Die Finanzierung der Kurse ist Sache von Trägerschaften, sei dies, wie im Fall von Italien, das Konsulat, oder auch ein kleiner Verein. «Je nach dem können diese Kostenbeiträge von den Eltern verlangen», sagt Kummer. Die allfälligen Beiträge sollen in einer Höhe angesetzt sein, die den Zugang zu den Kursen möglichst allen interessierten Familien ermöglicht, ergänzt er.

Die Erst- und Zweitklässler hüpfen vor Freude herum. Sie dürfen zum Unterrichtsschluss ein Spiel spielen: Eine Version von «Ich pack i min Rucksack ...» auf Italienisch. «Vieni!», ruft Ginolfi der Journalistin zu. Letztere zwängt sich auf die sehr schmale Holzbank und spielt, zur Erheiterung der Kinder, mit. Für die älteren Kinder, die im Anschluss den Kurs am späten Nachmittag besuchen, wird es bald ernst. Während Ginolfi die Namen von Italiens Bergen und Meeren abfragt, informiert sie gleichzeitig, dass kommende Woche ein Test ansteht. Für die zwei Fünftklässler in der Gruppe ist die benotete Prüfung Pflicht. Für die anderen sei es lediglich eine Übung, sagt Ginolfi.
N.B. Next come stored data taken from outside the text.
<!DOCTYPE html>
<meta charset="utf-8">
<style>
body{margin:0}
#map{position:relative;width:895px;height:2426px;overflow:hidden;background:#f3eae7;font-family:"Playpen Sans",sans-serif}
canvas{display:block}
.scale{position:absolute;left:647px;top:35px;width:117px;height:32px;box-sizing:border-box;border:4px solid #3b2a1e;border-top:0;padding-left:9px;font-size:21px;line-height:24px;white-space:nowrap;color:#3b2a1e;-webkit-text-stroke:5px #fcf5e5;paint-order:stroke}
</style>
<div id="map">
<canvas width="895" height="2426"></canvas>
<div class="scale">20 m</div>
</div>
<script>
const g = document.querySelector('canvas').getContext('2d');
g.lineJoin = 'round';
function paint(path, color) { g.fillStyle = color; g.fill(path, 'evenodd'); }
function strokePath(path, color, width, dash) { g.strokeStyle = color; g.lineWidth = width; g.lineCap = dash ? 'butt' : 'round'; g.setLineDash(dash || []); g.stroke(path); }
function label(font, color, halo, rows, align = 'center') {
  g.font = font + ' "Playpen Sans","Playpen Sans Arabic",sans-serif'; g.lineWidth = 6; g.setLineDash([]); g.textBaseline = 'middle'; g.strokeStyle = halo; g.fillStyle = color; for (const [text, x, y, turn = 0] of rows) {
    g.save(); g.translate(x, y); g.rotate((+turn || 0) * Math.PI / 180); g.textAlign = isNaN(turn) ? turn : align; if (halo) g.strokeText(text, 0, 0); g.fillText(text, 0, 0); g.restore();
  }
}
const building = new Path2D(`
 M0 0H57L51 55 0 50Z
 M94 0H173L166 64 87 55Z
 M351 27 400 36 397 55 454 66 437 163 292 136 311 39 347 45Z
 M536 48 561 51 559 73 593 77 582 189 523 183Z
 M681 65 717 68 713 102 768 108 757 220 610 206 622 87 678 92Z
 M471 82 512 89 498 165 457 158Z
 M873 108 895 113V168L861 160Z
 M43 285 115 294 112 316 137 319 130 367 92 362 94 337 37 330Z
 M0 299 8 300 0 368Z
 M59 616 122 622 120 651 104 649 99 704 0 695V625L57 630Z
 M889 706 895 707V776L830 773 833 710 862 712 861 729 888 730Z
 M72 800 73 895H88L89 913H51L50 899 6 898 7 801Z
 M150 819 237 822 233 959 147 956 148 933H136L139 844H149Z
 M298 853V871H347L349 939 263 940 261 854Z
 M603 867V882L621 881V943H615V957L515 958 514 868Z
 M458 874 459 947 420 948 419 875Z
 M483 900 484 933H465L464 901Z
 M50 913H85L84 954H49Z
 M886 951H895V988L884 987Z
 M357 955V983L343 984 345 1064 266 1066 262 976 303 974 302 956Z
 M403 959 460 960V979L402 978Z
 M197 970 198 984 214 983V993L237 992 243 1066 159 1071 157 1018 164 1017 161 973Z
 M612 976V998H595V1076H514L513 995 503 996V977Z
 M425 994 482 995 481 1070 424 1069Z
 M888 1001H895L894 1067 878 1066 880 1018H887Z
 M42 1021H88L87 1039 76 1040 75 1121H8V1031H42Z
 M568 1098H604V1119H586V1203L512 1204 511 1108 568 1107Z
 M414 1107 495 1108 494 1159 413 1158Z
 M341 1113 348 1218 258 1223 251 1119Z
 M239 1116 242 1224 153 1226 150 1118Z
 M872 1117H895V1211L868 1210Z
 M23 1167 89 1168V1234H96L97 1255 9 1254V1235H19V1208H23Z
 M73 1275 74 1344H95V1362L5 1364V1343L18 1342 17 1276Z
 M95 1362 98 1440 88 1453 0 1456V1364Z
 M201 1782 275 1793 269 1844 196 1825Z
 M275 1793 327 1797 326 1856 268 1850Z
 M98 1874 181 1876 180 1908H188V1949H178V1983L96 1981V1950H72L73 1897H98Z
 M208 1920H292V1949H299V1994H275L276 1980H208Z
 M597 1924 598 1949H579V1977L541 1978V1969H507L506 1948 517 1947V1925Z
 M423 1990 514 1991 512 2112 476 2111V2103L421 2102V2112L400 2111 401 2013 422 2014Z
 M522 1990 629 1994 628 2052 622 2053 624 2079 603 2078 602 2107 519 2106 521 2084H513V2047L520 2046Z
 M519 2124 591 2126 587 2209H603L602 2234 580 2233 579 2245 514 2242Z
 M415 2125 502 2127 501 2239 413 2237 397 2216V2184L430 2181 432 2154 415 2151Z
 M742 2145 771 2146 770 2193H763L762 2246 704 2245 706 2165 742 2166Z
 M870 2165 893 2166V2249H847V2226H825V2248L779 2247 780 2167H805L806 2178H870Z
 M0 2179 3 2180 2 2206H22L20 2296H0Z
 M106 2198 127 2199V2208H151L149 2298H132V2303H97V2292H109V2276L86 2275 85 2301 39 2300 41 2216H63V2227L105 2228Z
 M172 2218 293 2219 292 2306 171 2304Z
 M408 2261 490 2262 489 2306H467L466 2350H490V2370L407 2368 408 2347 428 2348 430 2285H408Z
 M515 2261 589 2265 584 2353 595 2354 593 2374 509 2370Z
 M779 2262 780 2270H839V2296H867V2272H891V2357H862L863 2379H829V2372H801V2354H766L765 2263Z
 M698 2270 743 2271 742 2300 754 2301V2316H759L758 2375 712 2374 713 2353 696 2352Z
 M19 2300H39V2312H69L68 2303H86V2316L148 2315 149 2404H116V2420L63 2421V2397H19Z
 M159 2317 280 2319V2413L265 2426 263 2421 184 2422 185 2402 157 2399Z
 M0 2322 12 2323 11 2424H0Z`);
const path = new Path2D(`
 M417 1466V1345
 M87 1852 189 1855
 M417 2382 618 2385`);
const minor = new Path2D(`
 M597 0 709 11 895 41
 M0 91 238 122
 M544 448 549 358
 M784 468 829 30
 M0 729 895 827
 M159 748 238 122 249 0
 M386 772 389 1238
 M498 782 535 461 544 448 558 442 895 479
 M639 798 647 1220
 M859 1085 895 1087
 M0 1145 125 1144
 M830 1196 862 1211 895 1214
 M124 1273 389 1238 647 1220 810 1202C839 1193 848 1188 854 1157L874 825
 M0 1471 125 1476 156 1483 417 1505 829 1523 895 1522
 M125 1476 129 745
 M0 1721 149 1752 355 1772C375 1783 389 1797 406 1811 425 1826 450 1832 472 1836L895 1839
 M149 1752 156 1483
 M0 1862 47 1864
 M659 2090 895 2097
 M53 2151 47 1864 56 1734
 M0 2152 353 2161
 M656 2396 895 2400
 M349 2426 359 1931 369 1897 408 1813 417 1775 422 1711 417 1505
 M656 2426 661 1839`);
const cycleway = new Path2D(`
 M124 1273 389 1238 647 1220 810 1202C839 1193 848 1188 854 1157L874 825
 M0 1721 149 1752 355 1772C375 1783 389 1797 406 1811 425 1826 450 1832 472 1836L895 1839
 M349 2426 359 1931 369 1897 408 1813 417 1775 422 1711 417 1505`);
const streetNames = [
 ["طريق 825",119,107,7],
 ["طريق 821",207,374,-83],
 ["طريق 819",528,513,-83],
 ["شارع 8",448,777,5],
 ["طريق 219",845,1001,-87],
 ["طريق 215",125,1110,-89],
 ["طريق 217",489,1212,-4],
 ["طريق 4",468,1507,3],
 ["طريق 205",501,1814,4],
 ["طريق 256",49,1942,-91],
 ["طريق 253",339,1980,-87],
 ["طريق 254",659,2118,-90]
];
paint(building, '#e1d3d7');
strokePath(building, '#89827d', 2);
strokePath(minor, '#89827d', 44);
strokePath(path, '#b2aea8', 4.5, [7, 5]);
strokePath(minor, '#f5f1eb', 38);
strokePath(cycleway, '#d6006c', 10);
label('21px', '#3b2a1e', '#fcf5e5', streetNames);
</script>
Aus Süditalien in die Ostschweiz

Es ist schon spät, als auch für die zweite Gruppe der Italienischunterricht beendet ist. Liberata Ginolfi packt ihre mit Büchern und Mappen vollgepackten Taschen in ihr Auto. 1971, mit 20 Jahren, kam sie aus dem kampanischen Dorf Serino in die Ostschweiz. «Ich hatte gerade meine Ausbildung beendet und geheiratet. Mein Mann, der aus demselben Dorf stammte, hatte in der Schweiz Arbeit gefunden.» Zuerst arbeitete die junge Ginolfi als Sekretärin im Institut auf dem Rosenberg in St. Gallen. Danach hat sie begonnen, in der gesamten Ostschweiz Italienisch zu unterrichten.

Ginolfi lebt auch heute noch in Rorschach. Sie hat eine Tochter und zwei kleine Enkelkinder. «Meine Enkel bereiten mir grosse Freude.» Sie fahre jetzt schnell nach Hause. Sie müsse Pouletsuppe für einen von ihren Enkeln kochen. «Die hat er doch so gern», sagt die stolze Nonna Tina.